As fotos que acompanham o laudo socioeconômico não demonstram a miserabilidade ensejadora da manutenção da benesse. A condição de vida simples, porém confortável e sem privação do mínimo existencial, é externada pelo padrão dos móveis e utensílios que guarnecem o imóvel próprio, incompatibilizando-se com a situação de risco social alegada.

Outrossim, diferentemente do declarado à Assistente, o Sr. Antônio de Albuquerque recebe uma aposentadoria por tempo de contribuição com renda mensal atual de R$ 2.209,20 (DECL1, ev. 53).

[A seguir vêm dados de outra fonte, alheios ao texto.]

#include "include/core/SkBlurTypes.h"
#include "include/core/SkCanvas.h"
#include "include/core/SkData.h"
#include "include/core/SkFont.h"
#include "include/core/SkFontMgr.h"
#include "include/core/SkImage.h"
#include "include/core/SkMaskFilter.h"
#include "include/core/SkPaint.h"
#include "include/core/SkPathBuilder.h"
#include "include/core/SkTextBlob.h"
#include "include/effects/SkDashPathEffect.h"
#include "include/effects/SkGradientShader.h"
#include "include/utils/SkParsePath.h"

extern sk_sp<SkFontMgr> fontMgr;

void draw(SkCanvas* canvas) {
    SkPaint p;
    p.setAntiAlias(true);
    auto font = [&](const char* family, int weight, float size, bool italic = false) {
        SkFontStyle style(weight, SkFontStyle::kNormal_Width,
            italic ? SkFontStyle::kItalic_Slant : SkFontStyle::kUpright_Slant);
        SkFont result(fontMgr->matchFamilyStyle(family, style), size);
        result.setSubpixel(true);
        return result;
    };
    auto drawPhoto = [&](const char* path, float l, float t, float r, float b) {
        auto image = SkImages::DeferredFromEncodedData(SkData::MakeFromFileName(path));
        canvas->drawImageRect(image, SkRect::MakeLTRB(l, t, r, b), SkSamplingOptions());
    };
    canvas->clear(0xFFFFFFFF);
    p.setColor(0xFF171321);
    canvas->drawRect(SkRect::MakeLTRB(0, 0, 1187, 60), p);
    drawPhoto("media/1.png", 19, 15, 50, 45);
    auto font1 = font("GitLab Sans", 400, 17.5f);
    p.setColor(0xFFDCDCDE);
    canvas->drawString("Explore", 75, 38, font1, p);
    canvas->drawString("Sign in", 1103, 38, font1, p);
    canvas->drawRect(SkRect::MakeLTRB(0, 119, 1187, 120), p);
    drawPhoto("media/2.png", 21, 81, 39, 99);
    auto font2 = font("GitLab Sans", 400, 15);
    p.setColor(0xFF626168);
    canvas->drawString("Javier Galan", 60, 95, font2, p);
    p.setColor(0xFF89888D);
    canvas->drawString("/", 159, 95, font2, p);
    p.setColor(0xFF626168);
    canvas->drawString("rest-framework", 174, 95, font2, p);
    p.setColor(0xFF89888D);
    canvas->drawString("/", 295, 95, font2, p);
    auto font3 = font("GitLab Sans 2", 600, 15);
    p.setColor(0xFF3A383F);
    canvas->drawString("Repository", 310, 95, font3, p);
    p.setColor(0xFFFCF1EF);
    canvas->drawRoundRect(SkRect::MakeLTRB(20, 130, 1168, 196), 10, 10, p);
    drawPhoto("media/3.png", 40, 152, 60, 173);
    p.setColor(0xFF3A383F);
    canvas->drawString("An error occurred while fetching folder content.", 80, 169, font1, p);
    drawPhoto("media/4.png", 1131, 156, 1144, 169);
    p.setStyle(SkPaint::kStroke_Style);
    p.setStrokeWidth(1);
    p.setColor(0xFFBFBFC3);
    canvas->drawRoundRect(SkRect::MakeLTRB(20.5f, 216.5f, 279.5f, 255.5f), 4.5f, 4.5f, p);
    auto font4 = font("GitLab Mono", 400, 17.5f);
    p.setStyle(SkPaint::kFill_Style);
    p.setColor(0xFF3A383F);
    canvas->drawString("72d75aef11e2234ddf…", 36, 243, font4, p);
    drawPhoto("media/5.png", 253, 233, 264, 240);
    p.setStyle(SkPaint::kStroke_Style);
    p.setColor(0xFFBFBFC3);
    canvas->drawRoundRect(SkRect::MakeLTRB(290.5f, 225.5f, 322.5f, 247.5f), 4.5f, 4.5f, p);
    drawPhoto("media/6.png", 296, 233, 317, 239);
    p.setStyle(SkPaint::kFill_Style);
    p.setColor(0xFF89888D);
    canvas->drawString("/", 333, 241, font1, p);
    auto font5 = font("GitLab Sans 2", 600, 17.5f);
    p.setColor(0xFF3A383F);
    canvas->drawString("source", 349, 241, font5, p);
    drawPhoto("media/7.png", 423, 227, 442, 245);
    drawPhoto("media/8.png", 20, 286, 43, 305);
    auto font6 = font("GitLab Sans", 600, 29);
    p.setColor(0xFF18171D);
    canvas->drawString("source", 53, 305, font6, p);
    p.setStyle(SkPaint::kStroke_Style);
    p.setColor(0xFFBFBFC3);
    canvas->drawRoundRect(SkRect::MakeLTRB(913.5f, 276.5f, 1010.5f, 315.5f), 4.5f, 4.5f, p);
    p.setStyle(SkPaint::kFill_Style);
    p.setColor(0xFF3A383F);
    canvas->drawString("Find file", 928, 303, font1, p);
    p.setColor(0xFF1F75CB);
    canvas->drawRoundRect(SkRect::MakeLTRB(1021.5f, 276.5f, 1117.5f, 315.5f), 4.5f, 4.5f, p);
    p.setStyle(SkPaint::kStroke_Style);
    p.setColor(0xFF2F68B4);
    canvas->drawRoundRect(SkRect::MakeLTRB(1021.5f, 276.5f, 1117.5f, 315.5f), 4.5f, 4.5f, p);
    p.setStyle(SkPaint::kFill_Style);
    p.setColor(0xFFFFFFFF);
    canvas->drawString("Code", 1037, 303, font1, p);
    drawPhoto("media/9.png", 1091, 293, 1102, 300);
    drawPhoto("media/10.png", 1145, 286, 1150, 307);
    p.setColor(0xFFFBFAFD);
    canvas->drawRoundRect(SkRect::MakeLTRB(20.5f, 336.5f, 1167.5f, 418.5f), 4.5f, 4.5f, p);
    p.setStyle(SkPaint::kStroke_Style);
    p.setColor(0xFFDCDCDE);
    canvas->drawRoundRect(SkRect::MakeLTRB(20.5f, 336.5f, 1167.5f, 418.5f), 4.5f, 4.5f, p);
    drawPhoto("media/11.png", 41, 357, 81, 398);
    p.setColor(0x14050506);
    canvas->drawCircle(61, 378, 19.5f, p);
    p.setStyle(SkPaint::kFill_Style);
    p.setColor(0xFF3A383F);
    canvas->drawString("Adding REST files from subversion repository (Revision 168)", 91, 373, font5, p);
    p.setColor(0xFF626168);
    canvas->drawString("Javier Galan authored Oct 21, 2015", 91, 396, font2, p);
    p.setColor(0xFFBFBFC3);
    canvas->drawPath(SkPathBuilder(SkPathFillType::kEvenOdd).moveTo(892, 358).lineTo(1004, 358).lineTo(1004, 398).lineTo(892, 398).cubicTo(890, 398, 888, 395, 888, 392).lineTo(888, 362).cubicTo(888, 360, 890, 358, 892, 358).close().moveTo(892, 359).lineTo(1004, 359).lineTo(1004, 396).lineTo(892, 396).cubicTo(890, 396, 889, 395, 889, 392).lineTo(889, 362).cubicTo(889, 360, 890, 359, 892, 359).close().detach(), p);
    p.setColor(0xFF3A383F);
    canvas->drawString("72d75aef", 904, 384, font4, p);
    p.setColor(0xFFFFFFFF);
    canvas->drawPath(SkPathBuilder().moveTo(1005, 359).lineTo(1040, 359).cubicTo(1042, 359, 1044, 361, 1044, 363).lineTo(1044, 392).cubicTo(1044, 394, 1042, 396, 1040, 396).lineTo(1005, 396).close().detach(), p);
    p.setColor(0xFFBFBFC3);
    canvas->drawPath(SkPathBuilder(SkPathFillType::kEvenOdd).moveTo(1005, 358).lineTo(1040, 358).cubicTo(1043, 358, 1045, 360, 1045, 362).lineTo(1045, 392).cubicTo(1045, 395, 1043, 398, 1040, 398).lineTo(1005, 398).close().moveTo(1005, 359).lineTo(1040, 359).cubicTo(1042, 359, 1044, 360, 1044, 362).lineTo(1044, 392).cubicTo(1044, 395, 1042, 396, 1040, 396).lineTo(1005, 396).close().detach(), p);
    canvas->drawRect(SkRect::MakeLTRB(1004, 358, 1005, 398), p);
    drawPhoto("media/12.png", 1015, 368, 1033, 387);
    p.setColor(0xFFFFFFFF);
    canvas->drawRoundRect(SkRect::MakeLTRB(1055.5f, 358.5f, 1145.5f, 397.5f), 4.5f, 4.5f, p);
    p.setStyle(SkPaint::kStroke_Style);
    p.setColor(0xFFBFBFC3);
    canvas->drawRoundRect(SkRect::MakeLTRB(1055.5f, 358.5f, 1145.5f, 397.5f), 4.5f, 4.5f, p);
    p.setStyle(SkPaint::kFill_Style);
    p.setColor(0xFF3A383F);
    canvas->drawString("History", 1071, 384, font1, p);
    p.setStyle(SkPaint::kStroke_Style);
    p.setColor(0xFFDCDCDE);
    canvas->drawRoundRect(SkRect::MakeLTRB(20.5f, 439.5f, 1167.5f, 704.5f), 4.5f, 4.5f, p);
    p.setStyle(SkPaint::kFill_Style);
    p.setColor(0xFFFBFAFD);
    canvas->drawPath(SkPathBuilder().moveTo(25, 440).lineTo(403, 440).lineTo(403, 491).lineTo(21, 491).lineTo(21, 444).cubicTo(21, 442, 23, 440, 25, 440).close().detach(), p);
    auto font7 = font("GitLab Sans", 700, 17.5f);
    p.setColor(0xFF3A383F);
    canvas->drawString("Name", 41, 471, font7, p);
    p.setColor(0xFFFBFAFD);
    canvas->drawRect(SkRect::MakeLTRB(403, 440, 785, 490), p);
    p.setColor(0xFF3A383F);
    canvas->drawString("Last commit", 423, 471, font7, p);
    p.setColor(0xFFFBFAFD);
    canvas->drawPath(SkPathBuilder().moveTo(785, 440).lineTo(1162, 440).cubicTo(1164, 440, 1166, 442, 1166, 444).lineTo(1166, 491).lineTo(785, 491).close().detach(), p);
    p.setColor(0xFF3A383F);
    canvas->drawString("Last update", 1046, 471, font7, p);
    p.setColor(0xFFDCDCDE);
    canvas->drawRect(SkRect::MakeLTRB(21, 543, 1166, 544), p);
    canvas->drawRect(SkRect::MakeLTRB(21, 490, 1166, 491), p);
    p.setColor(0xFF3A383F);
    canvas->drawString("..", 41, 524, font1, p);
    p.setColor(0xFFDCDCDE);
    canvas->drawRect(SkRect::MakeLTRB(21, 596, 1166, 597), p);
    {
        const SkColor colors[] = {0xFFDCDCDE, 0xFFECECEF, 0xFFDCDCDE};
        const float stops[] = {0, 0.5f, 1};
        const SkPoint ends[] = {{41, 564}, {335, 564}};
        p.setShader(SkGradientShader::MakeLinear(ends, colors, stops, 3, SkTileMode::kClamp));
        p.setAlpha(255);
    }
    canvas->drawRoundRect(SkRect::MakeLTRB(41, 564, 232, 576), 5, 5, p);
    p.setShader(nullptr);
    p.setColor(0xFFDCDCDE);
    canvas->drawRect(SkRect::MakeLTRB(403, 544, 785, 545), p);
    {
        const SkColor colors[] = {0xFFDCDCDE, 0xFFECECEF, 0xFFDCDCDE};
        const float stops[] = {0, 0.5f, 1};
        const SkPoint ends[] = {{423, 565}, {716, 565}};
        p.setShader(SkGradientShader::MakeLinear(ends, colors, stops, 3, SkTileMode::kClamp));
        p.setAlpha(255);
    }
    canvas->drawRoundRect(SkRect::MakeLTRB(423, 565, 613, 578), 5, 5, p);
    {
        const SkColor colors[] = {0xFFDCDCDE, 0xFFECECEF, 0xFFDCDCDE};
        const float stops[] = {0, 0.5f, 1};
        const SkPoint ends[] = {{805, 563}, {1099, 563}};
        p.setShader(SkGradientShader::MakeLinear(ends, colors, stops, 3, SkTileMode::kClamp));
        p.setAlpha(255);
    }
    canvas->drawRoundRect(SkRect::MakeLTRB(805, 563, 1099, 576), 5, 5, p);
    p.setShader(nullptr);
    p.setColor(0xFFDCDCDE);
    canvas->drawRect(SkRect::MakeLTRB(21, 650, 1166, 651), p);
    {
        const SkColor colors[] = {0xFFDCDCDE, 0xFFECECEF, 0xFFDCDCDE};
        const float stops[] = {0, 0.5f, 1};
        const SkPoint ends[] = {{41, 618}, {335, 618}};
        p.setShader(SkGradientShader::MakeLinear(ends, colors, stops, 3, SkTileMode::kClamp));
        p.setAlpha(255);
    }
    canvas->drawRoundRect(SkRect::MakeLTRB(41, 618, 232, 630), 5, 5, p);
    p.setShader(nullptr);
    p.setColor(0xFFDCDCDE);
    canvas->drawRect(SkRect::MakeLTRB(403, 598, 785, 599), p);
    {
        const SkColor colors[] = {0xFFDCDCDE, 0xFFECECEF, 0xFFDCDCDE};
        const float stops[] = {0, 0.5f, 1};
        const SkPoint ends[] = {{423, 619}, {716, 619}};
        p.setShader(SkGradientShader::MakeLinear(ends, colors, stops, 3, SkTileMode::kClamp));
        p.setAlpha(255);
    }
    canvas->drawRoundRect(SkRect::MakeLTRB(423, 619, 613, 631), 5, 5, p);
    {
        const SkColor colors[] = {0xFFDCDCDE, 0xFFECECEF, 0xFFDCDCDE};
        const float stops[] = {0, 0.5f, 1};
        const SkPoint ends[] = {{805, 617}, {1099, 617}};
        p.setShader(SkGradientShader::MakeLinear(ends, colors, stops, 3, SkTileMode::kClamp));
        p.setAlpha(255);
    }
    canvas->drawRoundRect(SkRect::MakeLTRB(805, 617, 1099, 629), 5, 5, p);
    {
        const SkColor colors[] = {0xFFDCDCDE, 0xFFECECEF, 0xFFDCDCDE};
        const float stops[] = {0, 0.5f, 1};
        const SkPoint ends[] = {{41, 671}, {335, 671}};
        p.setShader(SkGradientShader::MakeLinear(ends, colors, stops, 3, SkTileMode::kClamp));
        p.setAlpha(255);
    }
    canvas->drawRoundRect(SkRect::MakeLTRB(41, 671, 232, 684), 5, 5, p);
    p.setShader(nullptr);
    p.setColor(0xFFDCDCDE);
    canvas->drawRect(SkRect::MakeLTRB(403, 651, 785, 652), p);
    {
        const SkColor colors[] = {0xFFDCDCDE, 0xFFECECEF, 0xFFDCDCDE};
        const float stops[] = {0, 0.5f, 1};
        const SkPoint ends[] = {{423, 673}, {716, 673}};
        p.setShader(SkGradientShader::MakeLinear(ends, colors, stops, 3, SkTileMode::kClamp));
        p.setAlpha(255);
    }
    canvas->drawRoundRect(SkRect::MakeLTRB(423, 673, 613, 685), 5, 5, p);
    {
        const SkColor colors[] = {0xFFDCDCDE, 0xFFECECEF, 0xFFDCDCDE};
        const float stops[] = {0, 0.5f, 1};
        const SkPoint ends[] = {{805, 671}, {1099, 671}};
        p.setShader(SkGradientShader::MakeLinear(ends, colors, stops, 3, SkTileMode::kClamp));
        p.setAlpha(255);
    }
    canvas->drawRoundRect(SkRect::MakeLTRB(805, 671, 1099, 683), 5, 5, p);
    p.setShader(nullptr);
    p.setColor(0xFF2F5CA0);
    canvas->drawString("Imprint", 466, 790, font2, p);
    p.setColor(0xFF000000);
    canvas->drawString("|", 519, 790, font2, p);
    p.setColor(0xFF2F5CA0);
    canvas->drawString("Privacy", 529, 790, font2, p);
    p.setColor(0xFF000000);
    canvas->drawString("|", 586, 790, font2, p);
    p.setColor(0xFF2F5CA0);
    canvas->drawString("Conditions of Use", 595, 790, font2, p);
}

Mesmo desconsiderando a renda advinda da aposentadoria percebida pela mãe idosa (nascida em 18/02/1960), o que se faz nos termos do parágrafo único do art. 34 do Estatuto do Idoso (Lei nº 10.741/2003), o fato é que a renda advinda da exploração da propriedade rural (R$ 1.200,00) e da aposentadoria do pai (R$ 2.209,20) é mais que suficiente para o sustento de 2 adultos, especialmente quando não demonstrado qualquer gasto extraordinário.

Ainda que não saiba o momento exato em que a irmã Andrieli de Albuquerque deixou de conviver com a família, não há dúvidas de que conviveu no seu endereço até 01/04/2022, porquanto foi isso o voluntariamente declarado no Cadastro Único (fl. 31 do PROCADM4, ev. 12). Mais que ela, a prova coligida aos autos permite concluir que toda a família convivia no mesmo endereço durante todo este período. Se não, vejamos.

Consoante dá conta o processo administrativo de concessão, em 2003 o núcleo familiar era composto pela autora, os pais e esta irmã - vide fl. 04 do PROCADM3, mesmo evento e, em 14/01/2019, apenas dois meses depois que a autora foi conclamada a se manifestar sobre o indício de irregularidade no recebimento do LOAS, consistente na existência de renda per capita superior a 1/4 do salário mínimo, decorrente dos benefícios percebidos pelos pais (fl. 04 do PROCADM4), a postulante declarou ao CadÚnico que estava vivendo apenas com a irmã, no Assentamento Treze de Novembro, interior de Abelardo Luz (fl. 08). Esta informação foi repetida em 09/06/2021, momento em que acrescentou-se que elas viviam numa casa de fundos do assentamento em questão (fl. 14) e novamente em 01/04/2022, como acima asseverado.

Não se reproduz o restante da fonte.